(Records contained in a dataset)

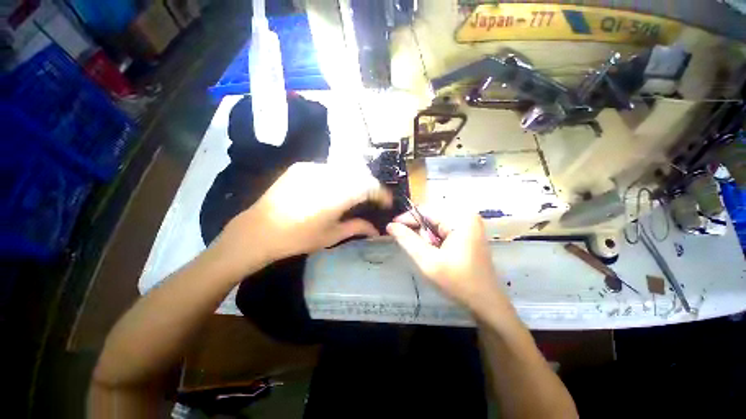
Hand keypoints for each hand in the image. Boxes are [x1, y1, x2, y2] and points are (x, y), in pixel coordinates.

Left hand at [217, 162, 391, 272]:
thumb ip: (357, 227)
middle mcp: (328, 175)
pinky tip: (334, 189)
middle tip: (371, 200)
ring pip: (345, 170)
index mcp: (337, 195)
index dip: (381, 194)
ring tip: (354, 194)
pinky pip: (328, 169)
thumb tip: (376, 229)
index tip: (386, 202)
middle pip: (359, 175)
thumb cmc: (297, 238)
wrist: (257, 231)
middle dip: (369, 187)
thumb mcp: (331, 235)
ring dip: (354, 181)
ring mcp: (313, 168)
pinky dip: (338, 177)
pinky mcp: (301, 167)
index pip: (369, 186)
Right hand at [386, 208, 509, 312]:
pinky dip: (434, 239)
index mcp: (459, 218)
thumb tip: (390, 226)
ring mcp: (469, 223)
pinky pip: (444, 229)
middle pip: (431, 216)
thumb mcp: (428, 261)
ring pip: (436, 223)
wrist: (486, 302)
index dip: (406, 218)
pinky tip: (435, 253)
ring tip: (426, 253)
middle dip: (418, 230)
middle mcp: (466, 215)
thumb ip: (407, 240)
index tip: (390, 228)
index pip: (424, 210)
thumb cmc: (458, 282)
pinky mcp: (468, 232)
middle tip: (411, 246)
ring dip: (426, 236)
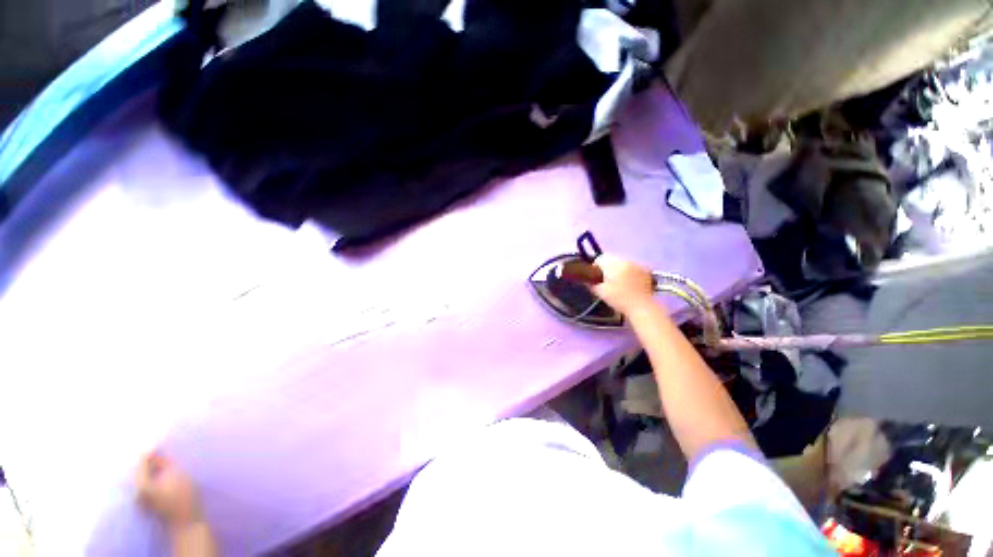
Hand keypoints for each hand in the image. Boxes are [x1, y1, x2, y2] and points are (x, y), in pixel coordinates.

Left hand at [136, 452, 203, 533]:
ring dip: (153, 471)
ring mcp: (141, 501)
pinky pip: (148, 487)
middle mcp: (136, 492)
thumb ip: (165, 463)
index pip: (141, 463)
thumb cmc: (183, 496)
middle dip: (150, 463)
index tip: (159, 446)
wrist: (186, 522)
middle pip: (141, 472)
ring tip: (163, 464)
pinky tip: (163, 477)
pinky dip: (154, 479)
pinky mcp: (148, 505)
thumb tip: (156, 455)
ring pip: (144, 480)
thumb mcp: (178, 474)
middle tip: (161, 455)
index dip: (150, 453)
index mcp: (141, 484)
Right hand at [589, 255, 655, 315]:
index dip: (595, 267)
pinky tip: (630, 283)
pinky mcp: (646, 270)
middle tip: (606, 280)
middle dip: (608, 267)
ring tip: (619, 282)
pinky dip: (630, 272)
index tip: (596, 277)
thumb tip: (587, 280)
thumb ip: (591, 284)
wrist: (641, 306)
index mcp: (613, 264)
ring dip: (619, 268)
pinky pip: (633, 267)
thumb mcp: (600, 293)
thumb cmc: (618, 299)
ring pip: (623, 262)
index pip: (600, 258)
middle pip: (612, 258)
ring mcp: (637, 264)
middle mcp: (625, 260)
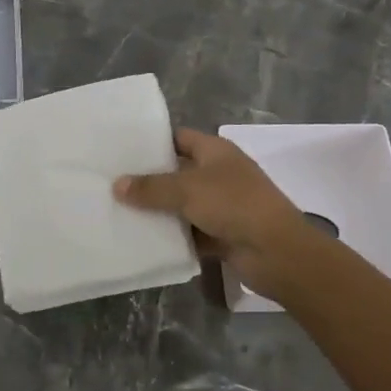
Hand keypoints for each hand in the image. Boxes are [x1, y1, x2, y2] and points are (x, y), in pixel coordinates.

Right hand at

■ **EXERCISE REQUIREMENTS**: Return only the part of the records above that opens with the line containing "middle pip: (431, 216)" and closes with the line containing "pinky mcp: (468, 232)", ends included.

■ **OUTPUT BELOW**:
middle pip: (431, 216)
thumb mcp: (428, 261)
ring pip: (436, 223)
wrist: (486, 302)
index dip: (406, 218)
pinky tip: (435, 253)
ring tip: (426, 253)
middle dip: (418, 230)
middle mcp: (466, 215)
thumb ip: (407, 240)
index tip: (390, 228)
index pip: (424, 210)
thumb cmc: (458, 282)
pinky mcp: (468, 232)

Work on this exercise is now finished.